- _TRY IT_
Lines with "topology" in the entries below: count them and reply with the number alone.

- _MATERIAL SHOWN_

+---+

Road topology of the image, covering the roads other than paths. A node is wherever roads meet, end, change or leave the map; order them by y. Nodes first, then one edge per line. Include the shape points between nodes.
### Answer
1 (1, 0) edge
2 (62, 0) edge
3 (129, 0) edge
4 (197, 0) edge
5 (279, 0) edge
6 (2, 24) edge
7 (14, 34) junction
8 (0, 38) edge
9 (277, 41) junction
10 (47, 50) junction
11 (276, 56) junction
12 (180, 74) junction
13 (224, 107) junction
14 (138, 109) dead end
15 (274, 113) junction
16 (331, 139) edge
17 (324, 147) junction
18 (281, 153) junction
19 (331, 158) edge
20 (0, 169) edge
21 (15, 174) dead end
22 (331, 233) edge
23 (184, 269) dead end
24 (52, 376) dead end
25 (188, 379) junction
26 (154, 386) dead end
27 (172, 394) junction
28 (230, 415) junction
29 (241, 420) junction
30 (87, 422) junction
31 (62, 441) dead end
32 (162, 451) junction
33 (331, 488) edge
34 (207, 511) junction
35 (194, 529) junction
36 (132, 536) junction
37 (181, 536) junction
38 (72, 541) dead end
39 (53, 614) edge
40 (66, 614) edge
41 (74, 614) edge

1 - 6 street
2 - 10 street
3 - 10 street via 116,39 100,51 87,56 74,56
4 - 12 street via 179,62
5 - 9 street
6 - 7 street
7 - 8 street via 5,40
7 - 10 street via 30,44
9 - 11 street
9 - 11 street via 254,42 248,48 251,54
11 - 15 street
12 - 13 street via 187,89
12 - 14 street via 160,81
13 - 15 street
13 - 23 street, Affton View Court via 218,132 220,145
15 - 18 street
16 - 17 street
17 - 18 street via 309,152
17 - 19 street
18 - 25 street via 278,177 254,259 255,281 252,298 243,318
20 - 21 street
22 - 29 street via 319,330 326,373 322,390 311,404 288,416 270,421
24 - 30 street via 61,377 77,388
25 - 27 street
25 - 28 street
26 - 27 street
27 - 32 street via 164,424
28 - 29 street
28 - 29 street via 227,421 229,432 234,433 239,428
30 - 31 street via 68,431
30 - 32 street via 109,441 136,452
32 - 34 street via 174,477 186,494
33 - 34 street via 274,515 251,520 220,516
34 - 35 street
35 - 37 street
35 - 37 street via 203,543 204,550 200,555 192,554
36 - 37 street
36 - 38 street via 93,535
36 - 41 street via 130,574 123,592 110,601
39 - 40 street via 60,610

+---+

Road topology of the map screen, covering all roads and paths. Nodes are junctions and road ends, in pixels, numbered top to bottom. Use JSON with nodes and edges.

+---+

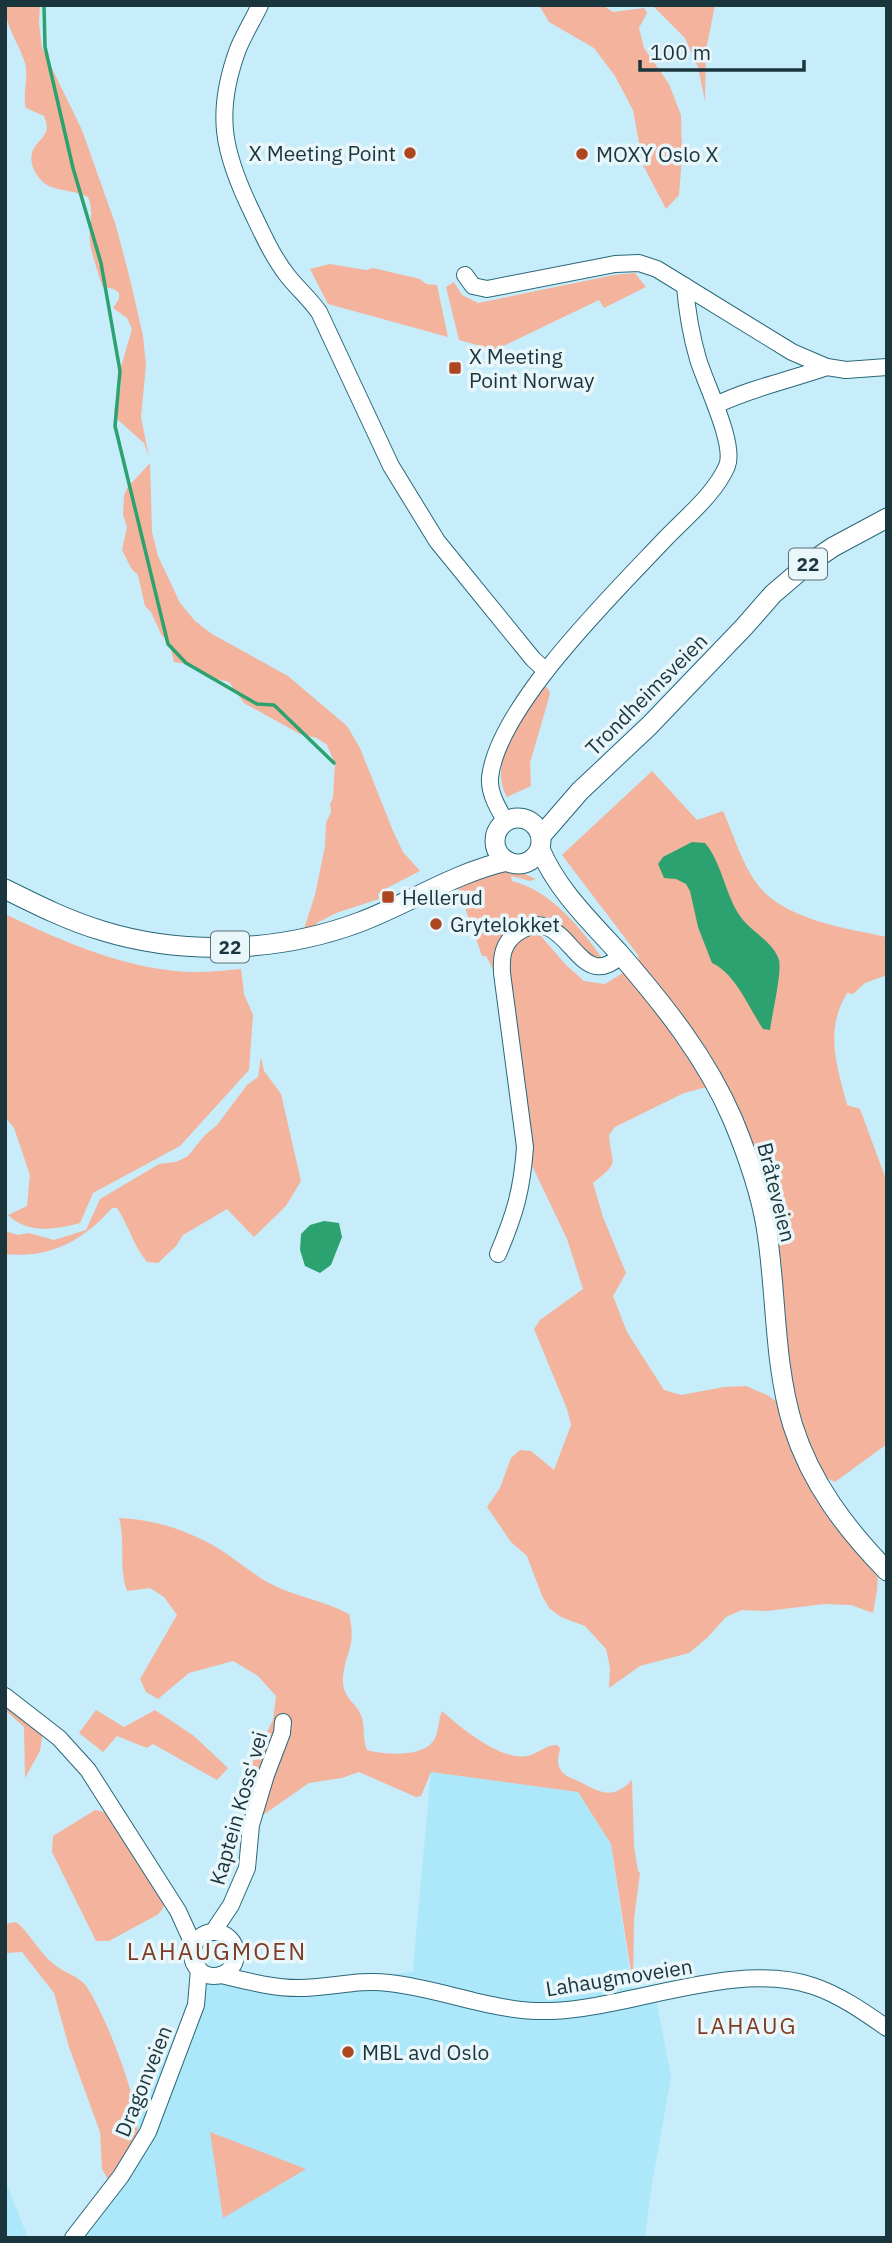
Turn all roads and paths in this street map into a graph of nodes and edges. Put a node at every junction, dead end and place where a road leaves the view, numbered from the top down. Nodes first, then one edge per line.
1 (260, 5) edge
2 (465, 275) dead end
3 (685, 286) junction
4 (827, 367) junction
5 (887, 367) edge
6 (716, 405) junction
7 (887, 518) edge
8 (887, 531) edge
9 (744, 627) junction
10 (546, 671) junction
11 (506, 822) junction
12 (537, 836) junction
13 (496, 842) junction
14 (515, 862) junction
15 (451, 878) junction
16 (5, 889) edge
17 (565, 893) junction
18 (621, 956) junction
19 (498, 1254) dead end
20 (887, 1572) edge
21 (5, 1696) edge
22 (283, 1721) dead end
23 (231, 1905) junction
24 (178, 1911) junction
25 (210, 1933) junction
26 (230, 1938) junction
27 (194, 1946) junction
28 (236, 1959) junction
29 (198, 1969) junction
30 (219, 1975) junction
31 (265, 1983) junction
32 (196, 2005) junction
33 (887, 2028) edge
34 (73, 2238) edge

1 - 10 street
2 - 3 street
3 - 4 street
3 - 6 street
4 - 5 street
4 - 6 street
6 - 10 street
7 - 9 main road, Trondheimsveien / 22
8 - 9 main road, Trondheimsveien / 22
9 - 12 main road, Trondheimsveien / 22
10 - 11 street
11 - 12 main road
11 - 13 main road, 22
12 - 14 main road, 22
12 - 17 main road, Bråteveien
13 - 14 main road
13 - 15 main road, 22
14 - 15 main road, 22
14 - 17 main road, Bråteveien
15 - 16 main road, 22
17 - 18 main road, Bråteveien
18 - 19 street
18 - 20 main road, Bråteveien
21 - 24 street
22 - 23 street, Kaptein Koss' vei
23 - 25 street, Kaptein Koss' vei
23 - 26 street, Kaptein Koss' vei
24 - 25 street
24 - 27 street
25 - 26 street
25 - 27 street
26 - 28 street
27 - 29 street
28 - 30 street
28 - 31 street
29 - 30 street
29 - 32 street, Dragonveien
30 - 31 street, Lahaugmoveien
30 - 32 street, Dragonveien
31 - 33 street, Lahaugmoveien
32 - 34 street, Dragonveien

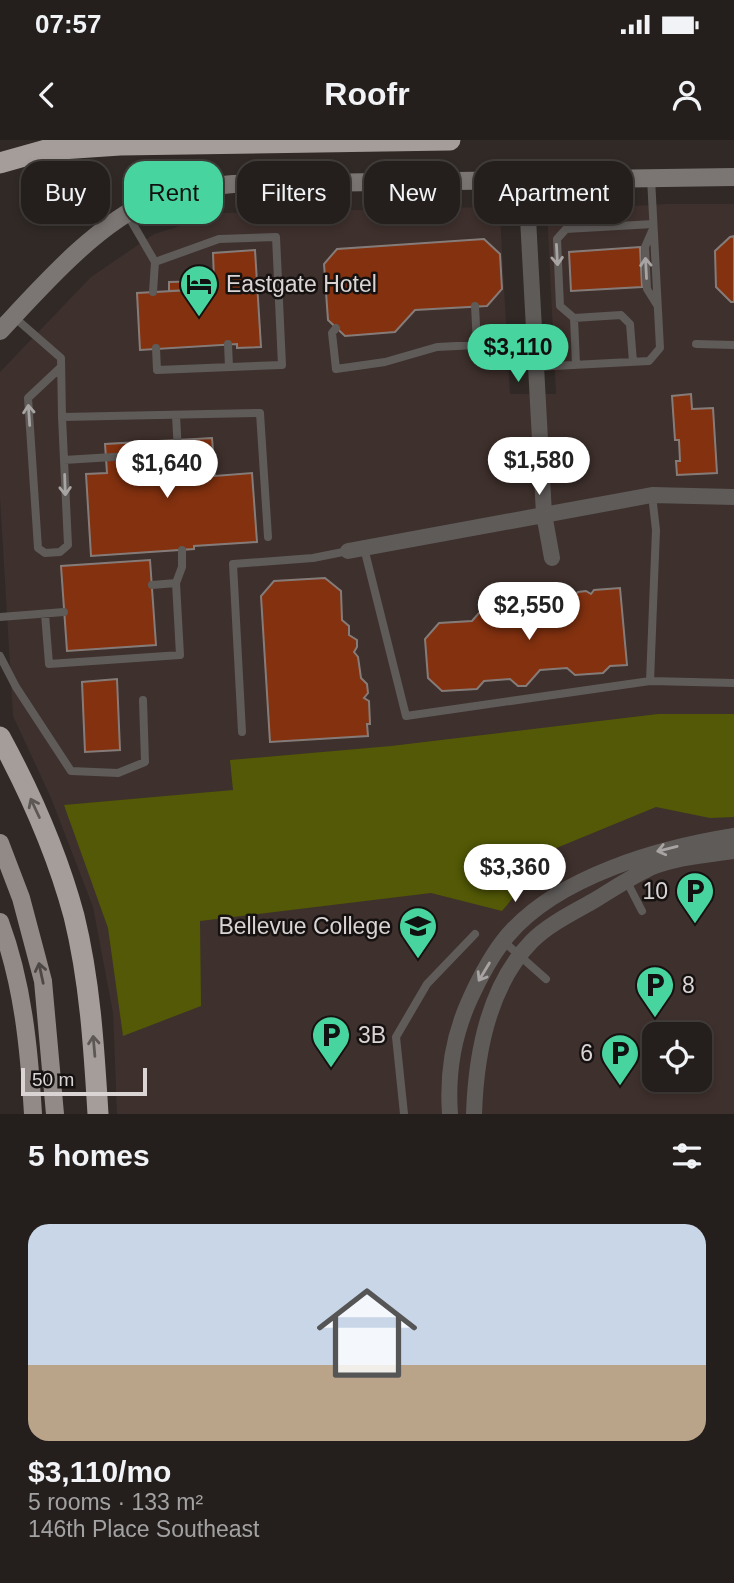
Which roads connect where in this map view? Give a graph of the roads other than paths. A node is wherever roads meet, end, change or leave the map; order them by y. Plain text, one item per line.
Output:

+---+

- _RESPONSE FOR THIS EXERCISE_
2